Había algo particular en Horacio González, un modo único de tratar y exponer las ideas. Su inteligencia era la música final de las cosas, como si pasado por el cedazo de las palabras que iba enhebrando al vuelo el mundo adoptara una amplitud inesperada, desconocida. Esto era porque a cada palabra le daba el sitial de un extraviado eslabón precioso, mezclando la magia suelta del improvisador brillante con el detallismo sentido del buen artesano. Era como si las palabras en él se autoconvocaran, celebrando el haber sido reconocidas por fin en sus zonas de significación más olvidadas.

Con esto lograba que las frases con las que entretejía una clase o una charla se sintieran momentáneamente salvadas de su uso serial -de su bodrio técnico, de sus rutinas-, en una contramarcha que las hacía decir otra cosa. Si hablaban así, diciendo otra cosa, era porque se sentían inocentemente exploradas, visitadas por el pescador acucioso que no iba a sacrificarlas en el banquete de los discursos hechos.

La pérdida de Horacio es la de una última inteligencia inocente, desprovista de las impotencias del mal y concentrada exclusivamente en la sensibilidad que los libros y los hechos habían trazado en las páginas de su vida: el universo desvalido de los ferroviarios pobres, el movimiento obrero, Borges, las marcas de los tanques de guerra, la política de las comunas, Hanna Arendt y Simone Weil, y Perón y Mariano Moreno y las filosofías de la conspiración.

El suyo era un paradójico discepolismo dialéctico, que le permitía tocar todas las aristas de un tema, incluidas las que lo contradecían, sin regalarle un ápice a las fórmulas abrochadas. Por eso le dejaba al rival siempre una posibilidad (la cara del argumento que no miraba hacia él), reservándose a la vez para sí el lado dramático de su opción, que defendía con el brillo del pensador dividido y rumiante.

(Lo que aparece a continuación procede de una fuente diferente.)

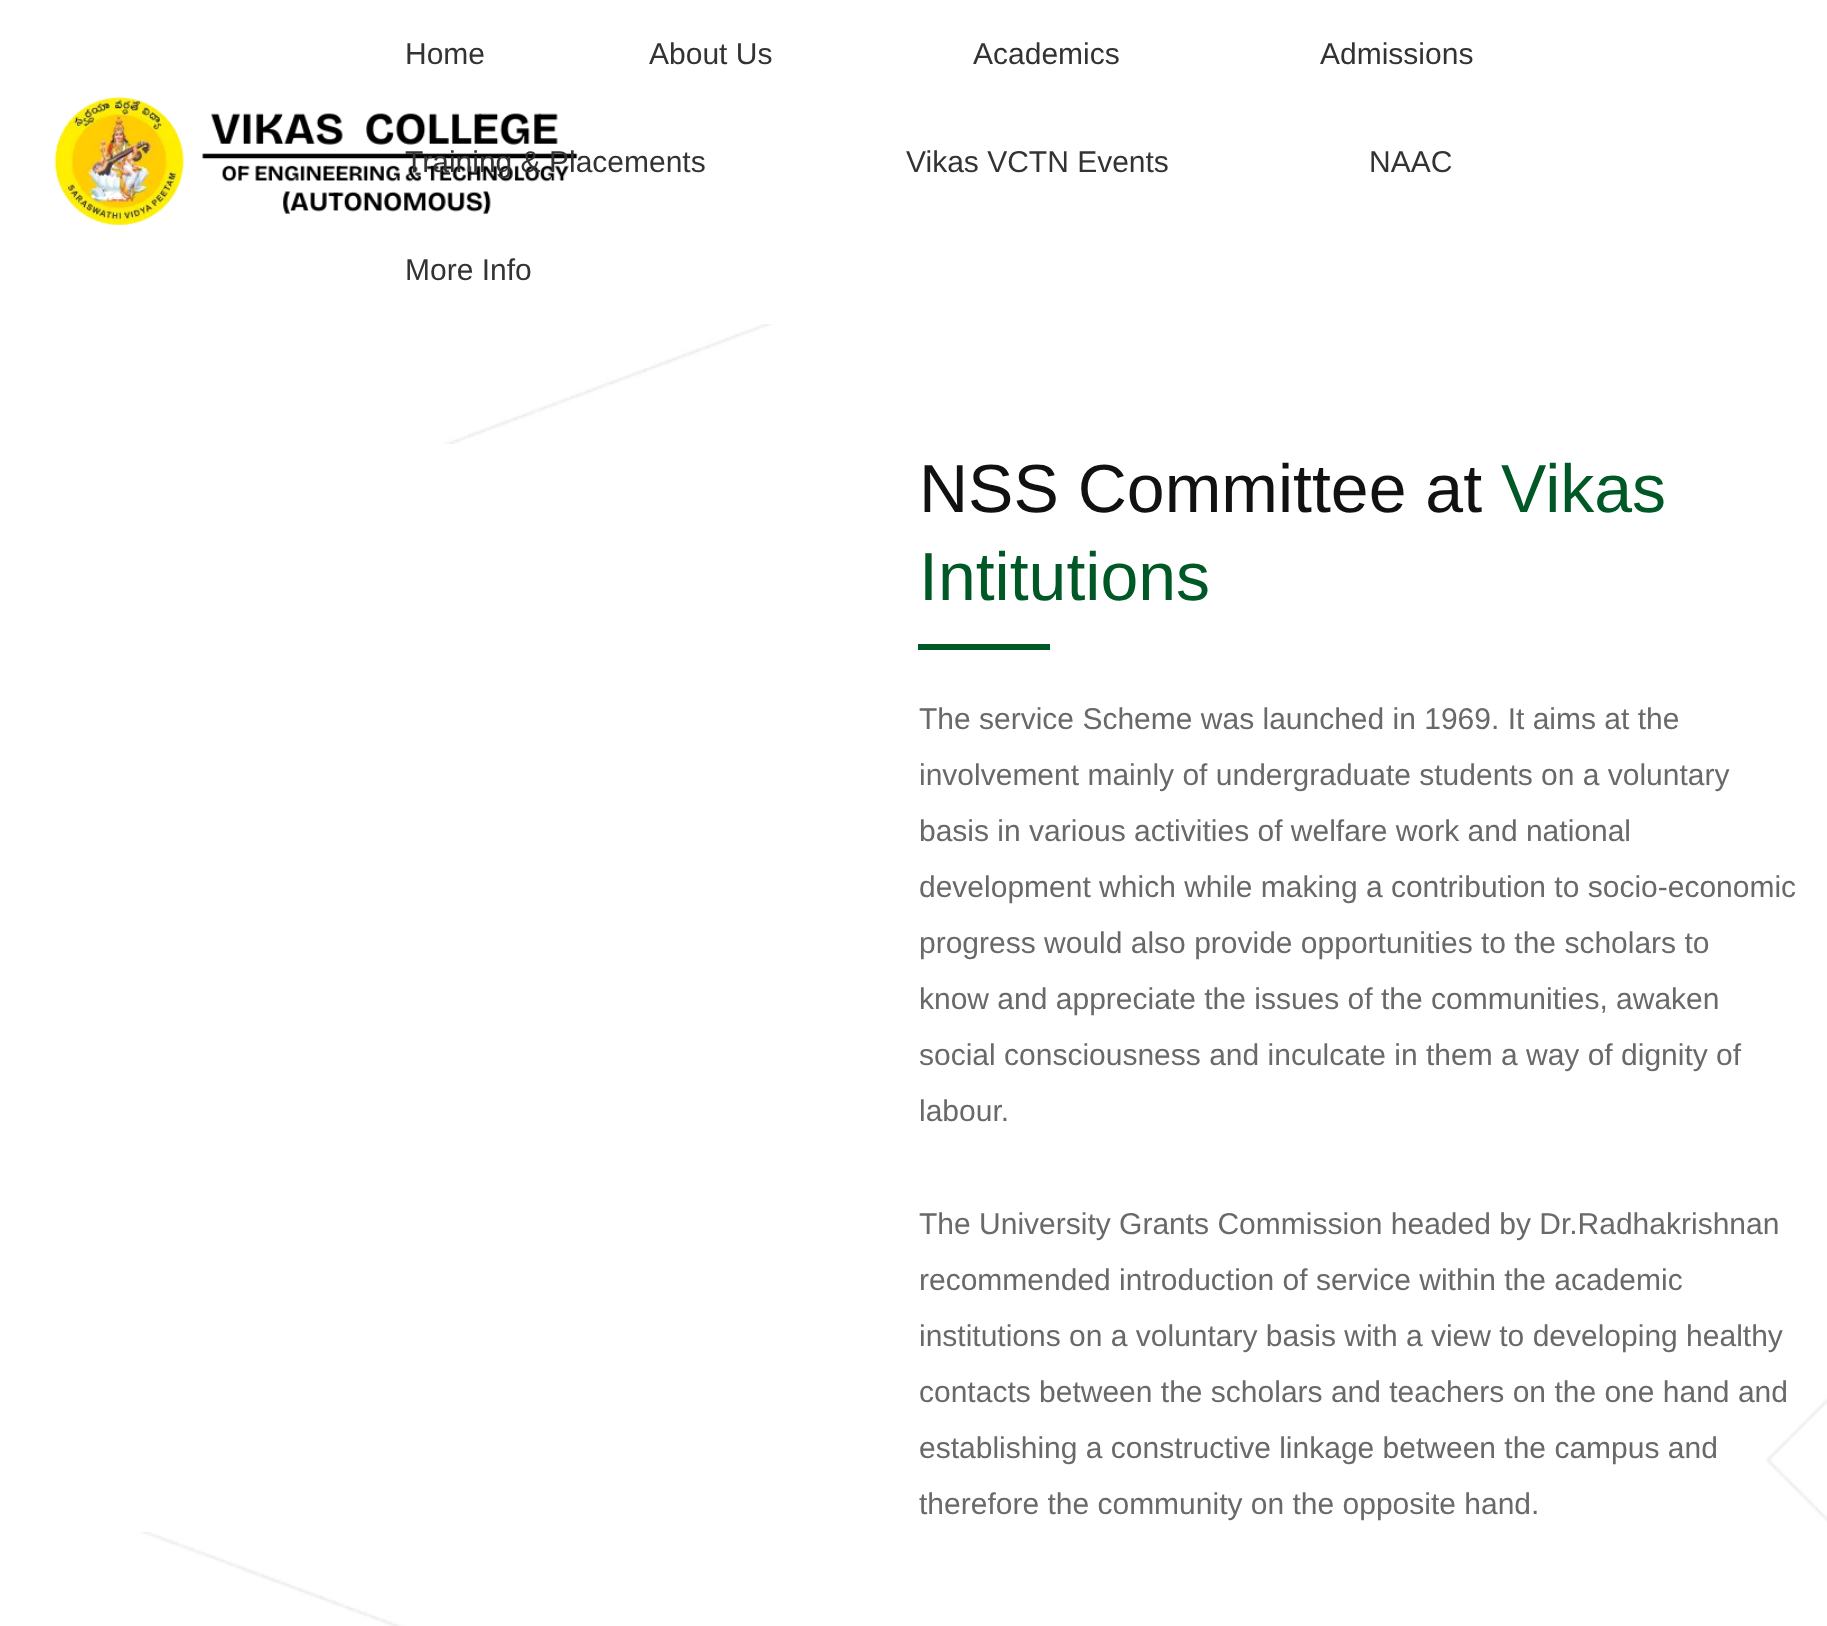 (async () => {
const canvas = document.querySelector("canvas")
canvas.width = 1827
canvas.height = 1626
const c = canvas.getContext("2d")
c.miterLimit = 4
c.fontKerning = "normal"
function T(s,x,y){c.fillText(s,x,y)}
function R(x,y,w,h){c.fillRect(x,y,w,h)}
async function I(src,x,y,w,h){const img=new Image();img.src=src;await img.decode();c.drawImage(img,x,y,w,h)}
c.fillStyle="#fff"
R(0,0,1827,1626)
await I("1.png",54,96,524,129)
c.font="30px Liberation Sans"
c.fillStyle="#333"
T("Home",405,64)
T("About Us",649,64)
T("Academics",973,64)
T("Admissions",1320,64)
T("Training & Placements",405,172)
T("Vikas VCTN Events",906,172)
T("NAAC",1369,172)
T("More Info",405,280)
await I("2.png",136,324,1691,1302)
c.fillStyle="#fff"
R(136,444,319,1088)
c.font="68px Liberation Sans"
c.fillStyle="#111"
T("NSS Committee at",919,512)
c.fillStyle="#005826"
T("Vikas",1501,512)
T("Intitutions",919,600)
R(918,644,132,6)
c.font="30px Liberation Sans"
c.fillStyle="#696969"
T("The service Scheme was launched in 1969. It aims at the",919,729)
T("involvement mainly of undergraduate students on a voluntary",919,785)
T("basis in various activities of welfare work and national",919,841)
T("development which while making a contribution to socio-economic",919,897)
T("progress would also provide opportunities to the scholars to",919,953)
T("know and appreciate the issues of the communities, awaken",919,1009)
T("social consciousness and inculcate in them a way of dignity of",919,1065)
T("labour.",919,1121)
T("The University Grants Commission headed by Dr.Radhakrishnan",919,1234)
T("recommended introduction of service within the academic",919,1290)
T("institutions on a voluntary basis with a view to developing healthy",919,1346)
T("contacts between the scholars and teachers on the one hand and",919,1402)
T("establishing a constructive linkage between the campus and",919,1458)
T("therefore the community on the opposite hand.",919,1514)
})()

Horacio era brillante porque sabía incluir como un dilema que lo increpaba la razón de las otras y otros, no con la consciencia de un Descartes desconfiado, sino con la del comentarista que piensa en voz alta. Si el rival se le venía encima, él lo esperaba en las cuerdas esquivando puñetazos a veces groseros y deslucidos para contraatacar, tras clavar distraídamente la mirada en el techo, rescatándole alguna frase. Esto lo hacía con absoluta naturalidad, convencido de que en el pensamiento en voz alta, desplegado con la facilidad con que él lo hacía, no había errores que no fueran aquellos que uno ya se había perdonado previamente a sí mismo.

En ese acto hablado su inteligencia y su bondad se juntaban, no solo porque la inteligencia consiste a la larga en ser una buena persona, también porque es de buenas personas admitir la parte del mundo que las pone en problemas. Horacio era por esto mismo un tremendo gestor disimulado, un profesor magistral e intranquilo, feliz e incómodo con su arista profesoral, que podía abrir caminos infinitos con ideas que tenían la distinción de pedir permiso, como si fueran una intromisión. Esta era su forma tímidamente lúcida de pensar.

Esta forma suya derivaba de un nudo perfecto entre el lector curioso y el militante honesto, que en el fondo era una cruza entre el hombre que lo había vivido todo (la lucha peronista, la persecución, el exilio, la muerte de los amigos, el bonapartismo de la ética alfonsinista, las cátedras abiertas, la universidad pública, la Biblioteca que gestionó como pocos, las columnas, las mesas redondas y las revistas) y el niño que mantenía un candoroso asombro ante la precipitación de la historia. El mundo era bajo su erudición un pañuelo, pero a la vez era siempre algo extremo y desconocido, un área esquiva rozada sentimentalmente por la vida y por las palabras.

Su capacidad para captar el barro primitivo de los hechos, para hacerse de esa materia y hablarla, tornaba difícil no quererlo. En realidad era imposible no querer a Horacio, ni siquiera sus enemigos lo intentaban, intuyendo que no lo lograrían sin caer a la vez en una especie de mal inservible. Eso fue lo que nos enseñó: a crear las formas autónomas y propias de un pensamiento expuesto. Es una enseñanza infinita, que ni él sabía que había ya completado cuando la muerte le arrebató de las manos el último libro del que estaba aprendiendo.